Search the data for the word "paths" and copy each line that has it.

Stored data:
+++++

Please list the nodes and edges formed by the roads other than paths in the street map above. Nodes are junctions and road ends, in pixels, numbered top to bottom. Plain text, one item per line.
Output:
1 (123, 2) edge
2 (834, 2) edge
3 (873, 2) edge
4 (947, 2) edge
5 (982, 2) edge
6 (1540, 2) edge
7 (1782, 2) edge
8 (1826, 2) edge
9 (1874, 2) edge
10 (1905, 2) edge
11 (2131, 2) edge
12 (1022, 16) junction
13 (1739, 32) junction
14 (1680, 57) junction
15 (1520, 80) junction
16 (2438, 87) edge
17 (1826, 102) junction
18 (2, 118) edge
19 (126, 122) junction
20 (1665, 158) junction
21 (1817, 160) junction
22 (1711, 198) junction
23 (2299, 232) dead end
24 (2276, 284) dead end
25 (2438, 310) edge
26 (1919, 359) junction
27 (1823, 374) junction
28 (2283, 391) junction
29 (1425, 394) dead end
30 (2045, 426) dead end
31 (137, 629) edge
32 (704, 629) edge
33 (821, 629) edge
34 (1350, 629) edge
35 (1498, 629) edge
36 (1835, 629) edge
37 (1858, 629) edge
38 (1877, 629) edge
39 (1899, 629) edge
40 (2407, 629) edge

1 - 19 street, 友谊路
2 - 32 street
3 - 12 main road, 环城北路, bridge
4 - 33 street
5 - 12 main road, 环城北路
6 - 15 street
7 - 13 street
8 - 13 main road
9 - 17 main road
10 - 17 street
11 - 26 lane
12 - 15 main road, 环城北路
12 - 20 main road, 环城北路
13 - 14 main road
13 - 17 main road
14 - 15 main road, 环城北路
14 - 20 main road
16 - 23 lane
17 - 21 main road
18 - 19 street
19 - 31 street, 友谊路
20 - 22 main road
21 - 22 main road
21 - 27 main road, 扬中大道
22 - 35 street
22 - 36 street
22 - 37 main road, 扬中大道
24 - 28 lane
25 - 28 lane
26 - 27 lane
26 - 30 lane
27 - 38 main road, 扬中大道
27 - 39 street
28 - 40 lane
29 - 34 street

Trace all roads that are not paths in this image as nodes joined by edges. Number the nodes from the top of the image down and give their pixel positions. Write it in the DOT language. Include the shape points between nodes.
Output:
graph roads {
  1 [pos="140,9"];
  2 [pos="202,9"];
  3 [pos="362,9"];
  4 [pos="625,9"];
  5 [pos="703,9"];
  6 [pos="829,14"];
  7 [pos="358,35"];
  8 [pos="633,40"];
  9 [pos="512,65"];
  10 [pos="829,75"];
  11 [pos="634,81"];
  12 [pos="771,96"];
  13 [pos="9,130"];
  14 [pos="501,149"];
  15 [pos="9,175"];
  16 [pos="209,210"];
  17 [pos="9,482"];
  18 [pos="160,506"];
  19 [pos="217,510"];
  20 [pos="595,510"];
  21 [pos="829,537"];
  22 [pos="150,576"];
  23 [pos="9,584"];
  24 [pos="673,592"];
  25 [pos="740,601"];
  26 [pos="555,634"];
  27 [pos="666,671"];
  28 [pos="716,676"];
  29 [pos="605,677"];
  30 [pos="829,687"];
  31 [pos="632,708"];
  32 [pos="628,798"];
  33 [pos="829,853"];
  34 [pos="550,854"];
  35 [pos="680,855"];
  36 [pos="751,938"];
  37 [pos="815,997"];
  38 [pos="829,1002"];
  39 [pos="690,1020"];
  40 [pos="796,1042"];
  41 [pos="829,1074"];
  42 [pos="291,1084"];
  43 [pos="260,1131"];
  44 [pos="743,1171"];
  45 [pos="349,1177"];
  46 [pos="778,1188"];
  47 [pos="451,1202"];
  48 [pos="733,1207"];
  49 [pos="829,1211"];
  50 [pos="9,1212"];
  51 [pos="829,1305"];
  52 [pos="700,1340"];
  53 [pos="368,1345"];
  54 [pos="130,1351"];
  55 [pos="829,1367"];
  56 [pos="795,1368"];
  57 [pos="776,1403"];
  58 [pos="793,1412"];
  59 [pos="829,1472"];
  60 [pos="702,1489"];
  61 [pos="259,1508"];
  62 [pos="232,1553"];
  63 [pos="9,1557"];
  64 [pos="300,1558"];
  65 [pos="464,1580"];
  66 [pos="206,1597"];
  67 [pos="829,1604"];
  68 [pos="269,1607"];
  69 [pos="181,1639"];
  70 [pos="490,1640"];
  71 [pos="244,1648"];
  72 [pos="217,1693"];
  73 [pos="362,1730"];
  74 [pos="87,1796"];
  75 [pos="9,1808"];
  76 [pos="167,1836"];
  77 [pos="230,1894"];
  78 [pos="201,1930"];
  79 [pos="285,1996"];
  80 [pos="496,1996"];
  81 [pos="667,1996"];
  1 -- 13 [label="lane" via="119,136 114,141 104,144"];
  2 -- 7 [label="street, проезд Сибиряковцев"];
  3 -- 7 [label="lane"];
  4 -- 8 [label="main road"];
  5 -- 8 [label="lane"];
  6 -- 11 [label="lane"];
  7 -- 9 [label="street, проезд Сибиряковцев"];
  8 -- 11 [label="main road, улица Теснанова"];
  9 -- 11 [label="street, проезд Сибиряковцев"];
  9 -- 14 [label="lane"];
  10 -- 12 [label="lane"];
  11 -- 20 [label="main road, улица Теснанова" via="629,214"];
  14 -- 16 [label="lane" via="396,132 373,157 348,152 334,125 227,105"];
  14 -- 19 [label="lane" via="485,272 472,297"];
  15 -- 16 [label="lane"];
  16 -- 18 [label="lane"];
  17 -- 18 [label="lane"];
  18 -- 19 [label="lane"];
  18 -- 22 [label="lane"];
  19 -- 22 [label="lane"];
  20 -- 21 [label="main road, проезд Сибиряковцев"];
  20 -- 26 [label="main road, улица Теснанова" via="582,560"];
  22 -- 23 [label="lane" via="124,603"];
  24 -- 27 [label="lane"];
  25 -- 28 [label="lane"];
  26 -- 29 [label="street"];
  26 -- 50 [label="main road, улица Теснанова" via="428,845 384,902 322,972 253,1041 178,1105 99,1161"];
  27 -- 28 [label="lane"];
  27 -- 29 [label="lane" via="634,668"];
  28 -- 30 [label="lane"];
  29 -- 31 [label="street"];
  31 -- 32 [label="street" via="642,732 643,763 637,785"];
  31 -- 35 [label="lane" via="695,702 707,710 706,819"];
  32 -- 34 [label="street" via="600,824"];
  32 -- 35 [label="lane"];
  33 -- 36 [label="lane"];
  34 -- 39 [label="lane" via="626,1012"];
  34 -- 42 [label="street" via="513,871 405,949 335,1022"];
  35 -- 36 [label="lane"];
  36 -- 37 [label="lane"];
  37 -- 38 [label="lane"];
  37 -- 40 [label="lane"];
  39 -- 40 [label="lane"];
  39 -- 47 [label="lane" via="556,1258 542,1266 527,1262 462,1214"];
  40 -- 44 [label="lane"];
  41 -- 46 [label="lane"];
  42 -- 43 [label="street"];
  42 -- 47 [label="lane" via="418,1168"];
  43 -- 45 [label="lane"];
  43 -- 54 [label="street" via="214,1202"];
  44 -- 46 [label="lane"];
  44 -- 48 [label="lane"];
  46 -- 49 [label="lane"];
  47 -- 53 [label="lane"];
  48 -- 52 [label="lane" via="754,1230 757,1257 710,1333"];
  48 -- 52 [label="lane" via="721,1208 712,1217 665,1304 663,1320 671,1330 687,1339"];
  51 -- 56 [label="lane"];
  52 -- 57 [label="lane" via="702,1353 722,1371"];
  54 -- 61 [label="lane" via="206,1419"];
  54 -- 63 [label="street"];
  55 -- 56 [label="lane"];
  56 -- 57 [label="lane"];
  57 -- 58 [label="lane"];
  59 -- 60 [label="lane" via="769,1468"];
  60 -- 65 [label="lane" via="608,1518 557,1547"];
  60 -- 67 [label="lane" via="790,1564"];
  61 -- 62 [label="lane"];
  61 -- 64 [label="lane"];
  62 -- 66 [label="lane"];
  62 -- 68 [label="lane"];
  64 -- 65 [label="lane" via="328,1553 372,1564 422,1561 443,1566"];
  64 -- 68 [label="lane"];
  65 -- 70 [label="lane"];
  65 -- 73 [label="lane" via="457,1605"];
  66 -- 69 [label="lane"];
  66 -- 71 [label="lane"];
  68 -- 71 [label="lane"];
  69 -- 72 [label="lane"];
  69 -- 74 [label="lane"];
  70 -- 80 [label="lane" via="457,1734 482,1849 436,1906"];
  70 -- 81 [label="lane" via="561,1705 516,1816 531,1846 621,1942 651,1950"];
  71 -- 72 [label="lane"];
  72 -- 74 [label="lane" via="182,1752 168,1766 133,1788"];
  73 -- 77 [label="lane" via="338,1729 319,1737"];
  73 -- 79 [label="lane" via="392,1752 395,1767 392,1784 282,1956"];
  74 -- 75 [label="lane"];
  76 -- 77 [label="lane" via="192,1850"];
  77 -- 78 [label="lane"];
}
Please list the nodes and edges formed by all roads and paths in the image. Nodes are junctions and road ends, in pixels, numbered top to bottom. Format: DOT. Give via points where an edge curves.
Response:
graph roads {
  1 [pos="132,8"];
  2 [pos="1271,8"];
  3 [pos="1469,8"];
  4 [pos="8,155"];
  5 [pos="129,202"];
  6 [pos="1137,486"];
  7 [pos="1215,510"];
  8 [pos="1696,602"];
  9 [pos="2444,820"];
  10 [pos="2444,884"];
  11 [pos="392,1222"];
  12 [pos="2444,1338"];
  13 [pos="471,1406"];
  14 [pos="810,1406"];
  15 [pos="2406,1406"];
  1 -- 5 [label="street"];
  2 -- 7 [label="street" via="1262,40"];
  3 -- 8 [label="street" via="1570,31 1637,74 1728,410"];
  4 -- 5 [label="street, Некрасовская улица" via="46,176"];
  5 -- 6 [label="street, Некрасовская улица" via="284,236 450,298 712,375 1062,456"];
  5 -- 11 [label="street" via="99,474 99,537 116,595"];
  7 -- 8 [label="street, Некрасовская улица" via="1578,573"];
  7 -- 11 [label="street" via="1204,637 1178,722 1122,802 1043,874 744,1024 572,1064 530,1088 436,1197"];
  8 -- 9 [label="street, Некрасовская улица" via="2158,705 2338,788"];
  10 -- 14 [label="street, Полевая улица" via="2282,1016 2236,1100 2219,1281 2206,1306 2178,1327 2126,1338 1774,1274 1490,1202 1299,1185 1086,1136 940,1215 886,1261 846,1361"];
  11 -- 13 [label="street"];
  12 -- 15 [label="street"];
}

+++++

Written answer:
Please list the nodes and edges formed by the roads other than paths in the street map above. Nodes are junctions and road ends, in pixels, numbered top to bottom. Plain text, one item per line.
Trace all roads that are not paths in this image as nodes joined by edges. Number the nodes from the top of the image down and give their pixel positions. Write it in the DOT language. Include the shape points between nodes.
Please list the nodes and edges formed by all roads and paths in the image. Nodes are junctions and road ends, in pixels, numbered top to bottom. Format: DOT. Give via points where an edge curves.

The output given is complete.